(AFP) - Les treize meilleures écoles de samba de Rio défilent à partir de dimanche soir sur un sambodrome rénové qui mettra encore plus en valeur le "plus grand spectacle de la terre", diffusé par les télévisions dans le monde entier.
Dans la nuit de dimanche à lundi, sept des meilleures écoles de samba de la ville présenteront tour à tour devant 72.500 spectateurs privilégiés leurs costumes extravagants, leurs percussions assourdissantes, leurs chars monumentaux et leurs "passistas" (somptueuses danseuses) à peine couvertes de quelques paillettes.
Inauguré en 1984, le Sambodrome, conçu par l'architecte Oscar Niemeyer aujourd'hui âgé de 104 ans, a retrouvé son tracé original: il a été agrandi de 12.500 places et des rampes d'accès pour handicapés et des ascenseurs ont été construits. Son éclairage et son acoustique ont été améliorés.

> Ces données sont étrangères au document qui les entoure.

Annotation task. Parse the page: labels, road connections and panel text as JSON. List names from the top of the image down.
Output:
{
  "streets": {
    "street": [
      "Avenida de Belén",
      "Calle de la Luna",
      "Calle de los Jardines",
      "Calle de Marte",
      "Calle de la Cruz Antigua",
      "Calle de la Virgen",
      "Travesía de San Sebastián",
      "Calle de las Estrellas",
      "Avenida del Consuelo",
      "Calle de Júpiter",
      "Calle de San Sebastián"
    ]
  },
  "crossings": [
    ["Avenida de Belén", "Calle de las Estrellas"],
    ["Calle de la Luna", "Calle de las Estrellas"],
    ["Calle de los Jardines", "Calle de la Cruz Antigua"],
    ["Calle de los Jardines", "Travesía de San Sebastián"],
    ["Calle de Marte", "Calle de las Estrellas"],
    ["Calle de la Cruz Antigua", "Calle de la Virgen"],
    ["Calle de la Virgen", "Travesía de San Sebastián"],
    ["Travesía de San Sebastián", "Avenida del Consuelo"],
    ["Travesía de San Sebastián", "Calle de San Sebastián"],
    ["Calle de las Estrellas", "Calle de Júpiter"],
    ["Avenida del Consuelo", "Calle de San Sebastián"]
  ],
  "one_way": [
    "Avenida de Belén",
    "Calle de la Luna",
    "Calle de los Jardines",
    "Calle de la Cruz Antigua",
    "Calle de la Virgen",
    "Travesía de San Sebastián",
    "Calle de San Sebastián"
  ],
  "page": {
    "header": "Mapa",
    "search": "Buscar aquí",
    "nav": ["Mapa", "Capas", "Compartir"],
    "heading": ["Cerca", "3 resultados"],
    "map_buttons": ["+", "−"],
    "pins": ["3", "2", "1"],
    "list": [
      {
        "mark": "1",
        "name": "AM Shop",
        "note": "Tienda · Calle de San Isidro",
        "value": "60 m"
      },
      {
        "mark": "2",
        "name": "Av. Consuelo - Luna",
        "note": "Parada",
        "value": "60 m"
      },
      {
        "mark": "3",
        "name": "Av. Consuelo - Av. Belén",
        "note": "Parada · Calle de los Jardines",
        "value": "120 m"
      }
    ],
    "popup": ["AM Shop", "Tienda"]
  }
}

Dans la nuit de lundi à mardi, six autres écoles défileront sur la "Passerelle de la samba" (vrai nom du sambodrome), une avenue de 700 mètres bordée de gradins à ciel ouvert et de loges pour VIP, comme par exemple la chanteuse Jennifer Lopez qui a confirmé sa présence.
Pour défiler, les treize écoles ont choisi d'aborder les thèmes les plus variés: hommages à la région pauvre du Nord-est, célébrations de peintres, d'écrivains ou de musiciens brésiliens. Elles se disputeront le titre convoité de "championne du carnaval", une compétition suivie avec la même passion que les grands matches de football.
Dans chaque école, qui comprend de 3.000 à 5.000 danseurs, nombreux issus des favelas, la tension est à son comble. Les écoles ont dépensé jusqu'à 5 millions de dollars pour préparer le défilé, traditionnellement financé par la mafia des jeux clandestins mais de plus en plus parrainé par de grandes marques.
Sans attendre ces deux nuits d'apothéose, le carnaval populaire a déjà envahi les rues du Brésil.
Samedi, sous un soleil de plomb, le défilé "Cordao da Bola Preta", a entraîné plus de deux millions de fêtards sur l'avenue Rio Branco, au coeur de la ville, qui ont chanté et dansé la samba dans une ville désormais plus sûre après la pacification des favelas les plus violentes.
"Bola Preta rassemble tout le monde, les gens des quartiers riches et ceux des quartiers pauvres", a dit à l'AFP Denise Chagas, qui participe au carnaval.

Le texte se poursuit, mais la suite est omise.